Let’s talk about Yuki Tsunoda: F1’s rising son who has left Ricciardo ‘driving for his career’


Yuki Tsunoda is in his fourth season in Formula One, yet he’s largely flown under the radar throughout his career.

That’s changed over the past six months or so since Daniel Ricciardo became his teammate midway through 2023, with his capabilities being reappraised alongside the once vaunted Australian.

Tsunoda finished seventh in Australia last weekend, registering RB’s first points for the season, in contrast to Ricciardo, who came home 12th following a disappointing qualifying, which saw him line up 18th after his fastest time was disallowed for exceeding track limits.

Yuki Tsunoda. (Photo by Peter Fox/Getty Images)

It was a statement of intent at Ricciardo’s home race, yet it only served to reiterate that Tsunoda has enjoyed the Australian’s measure across their ten races together, which now sits at 6-4 in the former’s favour, with Tsunoda finishing inside the top ten four times to Ricciardo’s one.

The perception when Ricciardo joined what was AlphaTauri last season, was that the Australian was auditioning to replace Sergio Perez at Red Bull as soon as this campaign, most likely for 2025.

Instead, Ricciardo is now driving for his career, whilst Tsunoda has enhanced his reputation to the degree that even if he isn’t considered for promotion to Red Bull, which is in itself an oddity considering the duration of his tenure at the Faenza based operation, then he’ll at least open the door to rival suitors who may have previously viewed him as no more than a seat warmer.

Ricciardo’s return was admittedly cruelled by the broken wrist he sustained in a practice crash in just his third weekend back, which sidelined him for five races, and perhaps issues related to this can at least partially explain his lack of pace, though Tsunoda has demonstrated his ability to extract the most from difficult cars.

The Japanese, who debuted in 2021, has earned a reputation for his fiery temper and being crash prone, though he’s developed as a leader since Pierre Gasly, who took Tsunoda under his wing across their two seasons as teammates, departed for Alpine at the conclusion of 2022.

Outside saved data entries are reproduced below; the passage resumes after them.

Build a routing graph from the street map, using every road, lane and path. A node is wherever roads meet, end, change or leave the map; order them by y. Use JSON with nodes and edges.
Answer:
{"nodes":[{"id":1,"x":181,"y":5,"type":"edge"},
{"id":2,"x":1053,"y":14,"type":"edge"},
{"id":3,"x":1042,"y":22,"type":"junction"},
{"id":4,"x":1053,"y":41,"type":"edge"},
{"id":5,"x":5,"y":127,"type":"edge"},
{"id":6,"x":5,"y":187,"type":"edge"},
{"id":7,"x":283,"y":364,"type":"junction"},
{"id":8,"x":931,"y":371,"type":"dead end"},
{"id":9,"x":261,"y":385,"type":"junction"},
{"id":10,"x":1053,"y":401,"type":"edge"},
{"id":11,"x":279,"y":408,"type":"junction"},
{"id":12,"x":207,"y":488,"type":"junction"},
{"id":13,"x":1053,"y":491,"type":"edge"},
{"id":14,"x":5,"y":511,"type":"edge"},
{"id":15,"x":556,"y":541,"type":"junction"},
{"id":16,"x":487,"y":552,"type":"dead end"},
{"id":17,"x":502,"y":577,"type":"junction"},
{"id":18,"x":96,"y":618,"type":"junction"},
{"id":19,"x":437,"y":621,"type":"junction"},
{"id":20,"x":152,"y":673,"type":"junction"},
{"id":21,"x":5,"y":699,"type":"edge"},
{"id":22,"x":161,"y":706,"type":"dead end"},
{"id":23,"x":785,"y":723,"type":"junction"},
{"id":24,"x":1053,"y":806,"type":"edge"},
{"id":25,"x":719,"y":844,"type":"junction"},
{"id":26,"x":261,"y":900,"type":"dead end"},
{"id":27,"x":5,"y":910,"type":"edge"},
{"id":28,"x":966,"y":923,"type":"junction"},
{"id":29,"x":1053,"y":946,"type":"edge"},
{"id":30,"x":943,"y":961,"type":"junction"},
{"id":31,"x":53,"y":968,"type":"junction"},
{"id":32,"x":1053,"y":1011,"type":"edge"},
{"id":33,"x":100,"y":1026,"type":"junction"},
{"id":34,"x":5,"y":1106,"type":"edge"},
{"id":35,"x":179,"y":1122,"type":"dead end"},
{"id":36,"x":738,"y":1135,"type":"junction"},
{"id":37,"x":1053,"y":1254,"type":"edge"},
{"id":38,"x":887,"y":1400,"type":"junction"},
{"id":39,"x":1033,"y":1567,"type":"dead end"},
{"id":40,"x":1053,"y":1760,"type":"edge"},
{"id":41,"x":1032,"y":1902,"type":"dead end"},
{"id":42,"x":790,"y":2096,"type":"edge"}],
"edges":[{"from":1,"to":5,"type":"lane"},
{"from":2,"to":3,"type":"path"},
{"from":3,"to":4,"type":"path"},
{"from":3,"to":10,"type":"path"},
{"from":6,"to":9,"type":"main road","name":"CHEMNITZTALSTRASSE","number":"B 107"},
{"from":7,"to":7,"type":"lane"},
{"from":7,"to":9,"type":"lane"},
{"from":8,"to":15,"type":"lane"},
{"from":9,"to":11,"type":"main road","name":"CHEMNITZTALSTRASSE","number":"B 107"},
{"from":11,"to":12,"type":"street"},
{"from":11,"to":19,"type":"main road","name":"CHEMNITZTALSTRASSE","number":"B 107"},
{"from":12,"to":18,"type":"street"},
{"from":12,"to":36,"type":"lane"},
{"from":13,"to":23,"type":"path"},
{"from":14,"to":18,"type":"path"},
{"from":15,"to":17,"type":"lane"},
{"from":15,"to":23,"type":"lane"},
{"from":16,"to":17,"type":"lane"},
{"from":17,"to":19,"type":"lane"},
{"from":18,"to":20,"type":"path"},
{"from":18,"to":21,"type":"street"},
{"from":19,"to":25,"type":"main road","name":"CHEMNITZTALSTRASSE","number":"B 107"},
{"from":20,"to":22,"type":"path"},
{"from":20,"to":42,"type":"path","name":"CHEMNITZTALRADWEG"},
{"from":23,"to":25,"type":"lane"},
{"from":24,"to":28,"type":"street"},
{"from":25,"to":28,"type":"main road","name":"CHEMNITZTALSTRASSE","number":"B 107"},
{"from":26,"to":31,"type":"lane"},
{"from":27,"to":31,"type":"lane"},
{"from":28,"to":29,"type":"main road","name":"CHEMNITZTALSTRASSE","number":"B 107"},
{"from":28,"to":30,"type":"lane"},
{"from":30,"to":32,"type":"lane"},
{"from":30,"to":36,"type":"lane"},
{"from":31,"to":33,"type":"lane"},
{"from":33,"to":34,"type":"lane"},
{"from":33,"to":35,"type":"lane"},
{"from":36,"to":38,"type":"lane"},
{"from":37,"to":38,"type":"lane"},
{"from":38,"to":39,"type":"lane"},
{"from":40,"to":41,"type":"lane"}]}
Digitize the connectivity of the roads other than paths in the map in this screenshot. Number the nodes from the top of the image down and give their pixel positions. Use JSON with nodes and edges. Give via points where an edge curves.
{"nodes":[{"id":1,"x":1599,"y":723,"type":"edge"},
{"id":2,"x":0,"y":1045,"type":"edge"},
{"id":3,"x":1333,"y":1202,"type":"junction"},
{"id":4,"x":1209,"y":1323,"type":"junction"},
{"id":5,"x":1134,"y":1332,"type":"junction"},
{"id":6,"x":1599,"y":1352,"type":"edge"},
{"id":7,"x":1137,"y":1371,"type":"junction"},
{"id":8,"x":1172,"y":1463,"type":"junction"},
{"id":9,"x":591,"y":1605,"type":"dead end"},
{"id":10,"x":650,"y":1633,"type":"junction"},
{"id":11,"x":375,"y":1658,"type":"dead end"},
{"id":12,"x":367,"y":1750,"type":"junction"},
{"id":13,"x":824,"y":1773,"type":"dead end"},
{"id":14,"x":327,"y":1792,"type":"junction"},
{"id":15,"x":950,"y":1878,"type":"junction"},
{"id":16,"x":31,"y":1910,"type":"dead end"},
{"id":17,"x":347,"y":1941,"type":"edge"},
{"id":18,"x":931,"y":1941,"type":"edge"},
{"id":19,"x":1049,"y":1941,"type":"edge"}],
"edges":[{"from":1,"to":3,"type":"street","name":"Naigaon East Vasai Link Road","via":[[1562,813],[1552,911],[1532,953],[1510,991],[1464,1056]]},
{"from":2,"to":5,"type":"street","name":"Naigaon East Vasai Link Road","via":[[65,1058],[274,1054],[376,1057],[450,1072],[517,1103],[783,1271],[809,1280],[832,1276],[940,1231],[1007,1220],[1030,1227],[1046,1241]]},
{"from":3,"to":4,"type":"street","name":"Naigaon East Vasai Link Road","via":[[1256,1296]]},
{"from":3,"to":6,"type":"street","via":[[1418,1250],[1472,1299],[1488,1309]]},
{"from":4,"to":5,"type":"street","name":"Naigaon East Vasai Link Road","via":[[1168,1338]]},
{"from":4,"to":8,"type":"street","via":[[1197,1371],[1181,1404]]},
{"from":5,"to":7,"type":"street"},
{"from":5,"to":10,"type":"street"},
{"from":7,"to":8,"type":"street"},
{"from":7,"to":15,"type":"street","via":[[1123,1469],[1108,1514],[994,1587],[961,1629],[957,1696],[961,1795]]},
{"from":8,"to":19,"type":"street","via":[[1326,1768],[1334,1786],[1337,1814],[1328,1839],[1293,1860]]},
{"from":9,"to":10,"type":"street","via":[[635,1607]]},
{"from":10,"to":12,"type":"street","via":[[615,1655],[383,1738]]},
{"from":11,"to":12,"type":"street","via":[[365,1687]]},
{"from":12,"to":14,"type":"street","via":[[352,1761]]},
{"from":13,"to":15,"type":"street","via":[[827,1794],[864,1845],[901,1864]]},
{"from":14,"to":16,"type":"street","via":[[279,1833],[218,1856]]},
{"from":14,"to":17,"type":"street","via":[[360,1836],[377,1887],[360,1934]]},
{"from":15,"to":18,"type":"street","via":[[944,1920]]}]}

Tsunoda’s underlying immaturity remained on display at the season curtain raiser in Bahrain, when he signalled his displeasure at being forced to defer to Ricciardo for 13th place due to differing strategies, skirting dangerously close to the Australian on the cool down lap.

Even so, Tsunoda handled Nyck de Vries last year after the Dutchman talked a big game prior to his full-time debut, only to be dismissed in favour of Ricciardo after ten rounds, who similarly struggled to hold a candle to Tsunoda.

Daniel Ricciardo and Yuki Tsunoda. (Photo by Peter Fox – Formula 1/Formula 1 via Getty Images)

Only Liam Lawson, who deputised for Ricciardo whilst he was injured, looked at ease in the AT04, beating Tsunoda 2-1 in the races both finished. The New Zealander is viewed as a certainty to make his full-time debut in 2025, with many saying until recently that it would come at Tsunoda’s expense.

It’s too soon to decide whether Tsunoda is outdriving the car or Ricciardo is past his best. Whilst beating your teammate never does any harm, it might not be as beneficial as being paired with somebody who has the same, or more potential.

Lawson’s presence could be expedited pending Ricciardo’s fortunes across the next several races, which could ironically be beneficial to Tsunoda if he ever wants to prove his credentials for a seat at Red Bull.

Alluding to Tsunoda’s prospects of a Red Bull berth following his Melbourne heroics, long-time team advisor, Helmut Marko told Autosport that “he has to improve more before he can be considered in this direction.”

Despite not yet being on the grid, Lawson is seen as the natural long-term successor at Red Bull to Perez or even Max Verstappen should the Dutchman depart the team as a result of the power struggle which is yet to reach its’ conclusion.

If Tsunoda is passed up for a seat at Red Bull next year, you’d have to question his motives for sticking around at RB, a decision Gasly arrived at once it became clear that the door to the senior outfit, which ruthlessly demoted him after just half a season in 2019, wouldn’t be re-opening to him.

Honda, which currently supplies engines to both Red Bull teams, is switching to Aston Martin in line with the new regulations from 2026, and considering nationalistic ties to Tsunoda, he might have designs on a future with the Lawrence Stroll owned operation.

Whether he’d be in the equation for a seat there in 2025 if Fernando Alonso moves on is debatable with the likes of Carlos Sainz on the market, but the following year could align, the solitary reason to remain at RB for another twelve months.

Tsunoda isn’t yet 24, so he has age on his side at a time when many veterans remain on the grid and are producing similar results in their mid to late thirties, and on the basis of last season and the opening races of this one, he’s deserving of a drive beyond this campaign, even if it isn’t in the Red Bull orbit.

For someone who has been relatively anonymous despite becoming a mainstay, this is the year that decides what the next step is for Yuki Tsunoda.